→ **Data extract**:
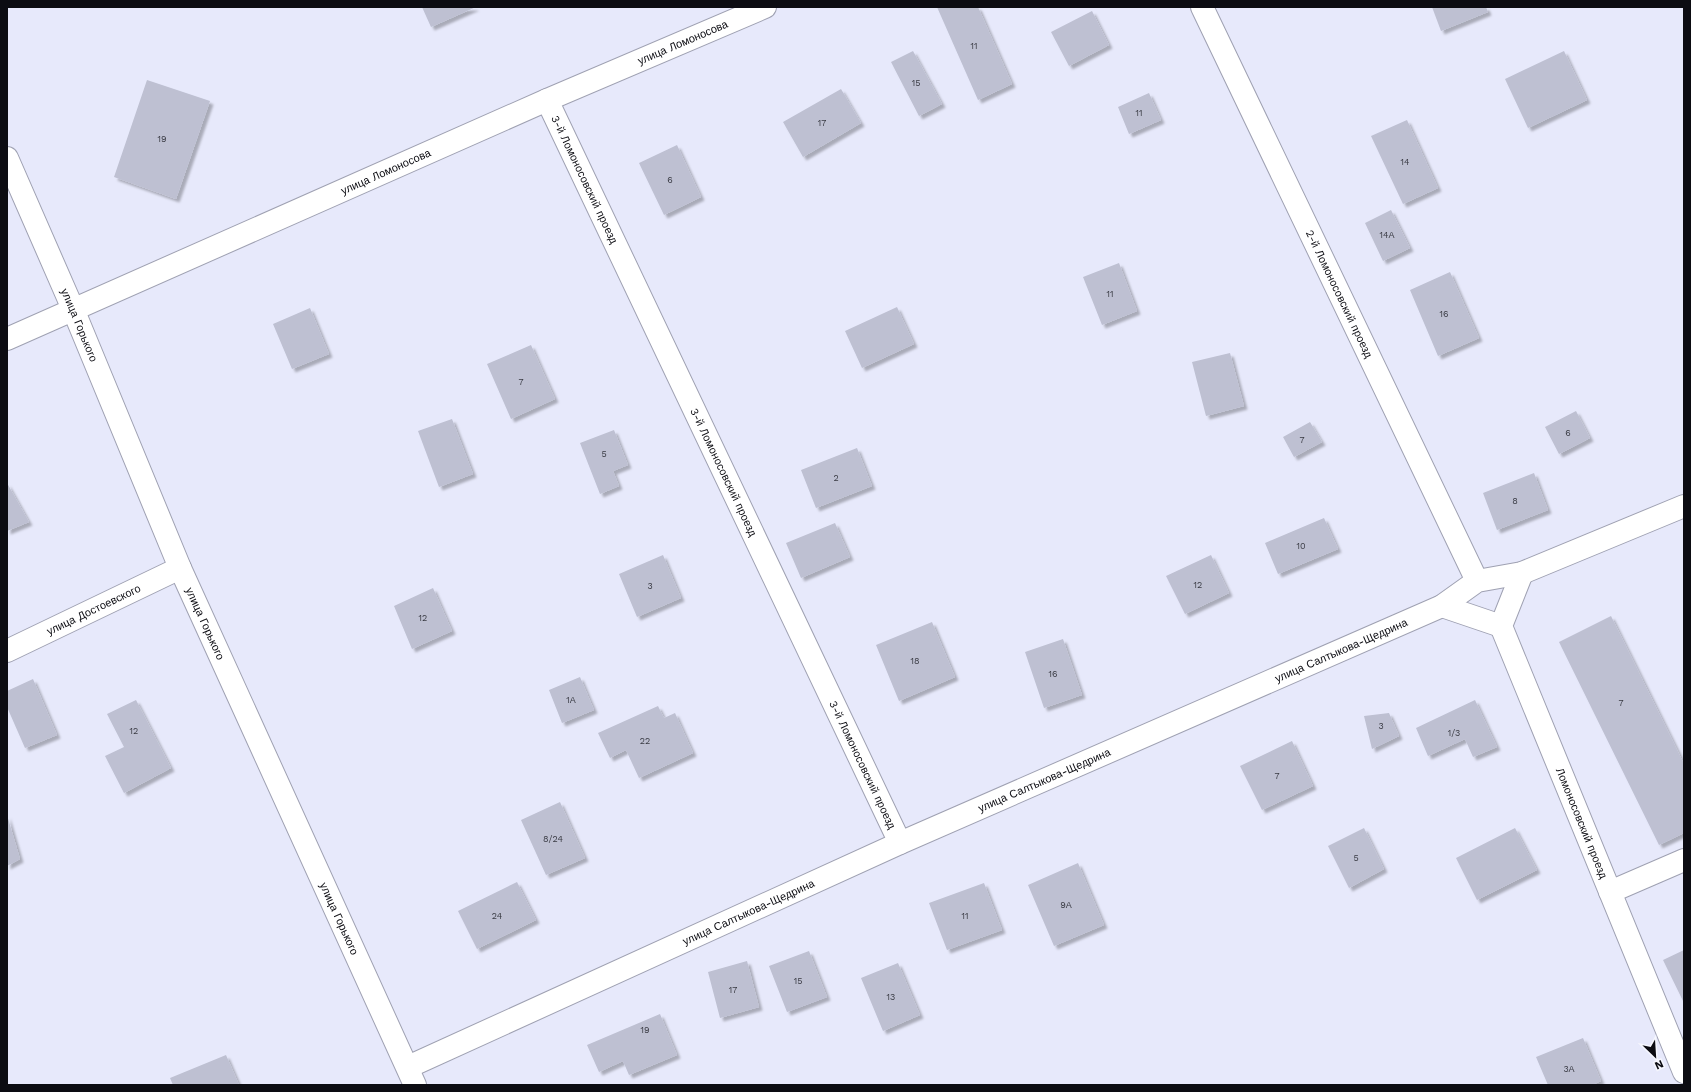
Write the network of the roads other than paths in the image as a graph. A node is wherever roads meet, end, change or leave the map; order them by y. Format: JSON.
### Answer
{"nodes":[{"id":1,"x":765,"y":7,"type":"edge"},
{"id":2,"x":1202,"y":7,"type":"edge"},
{"id":3,"x":547,"y":100,"type":"junction"},
{"id":4,"x":7,"y":158,"type":"edge"},
{"id":5,"x":73,"y":309,"type":"junction"},
{"id":6,"x":7,"y":339,"type":"edge"},
{"id":7,"x":1684,"y":506,"type":"edge"},
{"id":8,"x":180,"y":568,"type":"junction"},
{"id":9,"x":1522,"y":574,"type":"junction"},
{"id":10,"x":1477,"y":581,"type":"junction"},
{"id":11,"x":1442,"y":606,"type":"junction"},
{"id":12,"x":1501,"y":626,"type":"junction"},
{"id":13,"x":7,"y":650,"type":"edge"},
{"id":14,"x":900,"y":843,"type":"junction"},
{"id":15,"x":1684,"y":860,"type":"edge"},
{"id":16,"x":1610,"y":892,"type":"junction"},
{"id":17,"x":1684,"y":1072,"type":"edge"},
{"id":18,"x":411,"y":1076,"type":"edge"}],
"edges":[{"from":1,"to":3,"type":"street","name":"улица Ломоносова"},
{"from":2,"to":10,"type":"street","name":"2-й Ломоносовский проезд"},
{"from":3,"to":5,"type":"street","name":"улица Ломоносова"},
{"from":3,"to":14,"type":"street","name":"3-й Ломоносовский проезд"},
{"from":4,"to":5,"type":"street","name":"улица Горького"},
{"from":5,"to":6,"type":"street","name":"улица Ломоносова"},
{"from":5,"to":8,"type":"street","name":"улица Горького"},
{"from":7,"to":9,"type":"street","name":"улица Салтыкова-Щедрина"},
{"from":8,"to":13,"type":"street","name":"улица Достоевского"},
{"from":8,"to":18,"type":"street","name":"улица Горького"},
{"from":9,"to":10,"type":"street","name":"улица Салтыкова-Щедрина"},
{"from":9,"to":12,"type":"street"},
{"from":10,"to":11,"type":"street","name":"улица Салтыкова-Щедрина"},
{"from":11,"to":12,"type":"street"},
{"from":11,"to":14,"type":"street","name":"улица Салтыкова-Щедрина"},
{"from":12,"to":16,"type":"street","name":"Ломоносовский проезд"},
{"from":14,"to":18,"type":"street","name":"улица Салтыкова-Щедрина"},
{"from":15,"to":16,"type":"street"},
{"from":16,"to":17,"type":"street","name":"Ломоносовский проезд"}]}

→ **What you are asked to do**: Print out the entries once more, unchanged. No pictures.

→ **Exercise response**:
Write the network of the roads other than paths in the image as a graph. A node is wherever roads meet, end, change or leave the map; order them by y. Format: JSON.
### Answer
{"nodes":[{"id":1,"x":765,"y":7,"type":"edge"},
{"id":2,"x":1202,"y":7,"type":"edge"},
{"id":3,"x":547,"y":100,"type":"junction"},
{"id":4,"x":7,"y":158,"type":"edge"},
{"id":5,"x":73,"y":309,"type":"junction"},
{"id":6,"x":7,"y":339,"type":"edge"},
{"id":7,"x":1684,"y":506,"type":"edge"},
{"id":8,"x":180,"y":568,"type":"junction"},
{"id":9,"x":1522,"y":574,"type":"junction"},
{"id":10,"x":1477,"y":581,"type":"junction"},
{"id":11,"x":1442,"y":606,"type":"junction"},
{"id":12,"x":1501,"y":626,"type":"junction"},
{"id":13,"x":7,"y":650,"type":"edge"},
{"id":14,"x":900,"y":843,"type":"junction"},
{"id":15,"x":1684,"y":860,"type":"edge"},
{"id":16,"x":1610,"y":892,"type":"junction"},
{"id":17,"x":1684,"y":1072,"type":"edge"},
{"id":18,"x":411,"y":1076,"type":"edge"}],
"edges":[{"from":1,"to":3,"type":"street","name":"улица Ломоносова"},
{"from":2,"to":10,"type":"street","name":"2-й Ломоносовский проезд"},
{"from":3,"to":5,"type":"street","name":"улица Ломоносова"},
{"from":3,"to":14,"type":"street","name":"3-й Ломоносовский проезд"},
{"from":4,"to":5,"type":"street","name":"улица Горького"},
{"from":5,"to":6,"type":"street","name":"улица Ломоносова"},
{"from":5,"to":8,"type":"street","name":"улица Горького"},
{"from":7,"to":9,"type":"street","name":"улица Салтыкова-Щедрина"},
{"from":8,"to":13,"type":"street","name":"улица Достоевского"},
{"from":8,"to":18,"type":"street","name":"улица Горького"},
{"from":9,"to":10,"type":"street","name":"улица Салтыкова-Щедрина"},
{"from":9,"to":12,"type":"street"},
{"from":10,"to":11,"type":"street","name":"улица Салтыкова-Щедрина"},
{"from":11,"to":12,"type":"street"},
{"from":11,"to":14,"type":"street","name":"улица Салтыкова-Щедрина"},
{"from":12,"to":16,"type":"street","name":"Ломоносовский проезд"},
{"from":14,"to":18,"type":"street","name":"улица Салтыкова-Щедрина"},
{"from":15,"to":16,"type":"street"},
{"from":16,"to":17,"type":"street","name":"Ломоносовский проезд"}]}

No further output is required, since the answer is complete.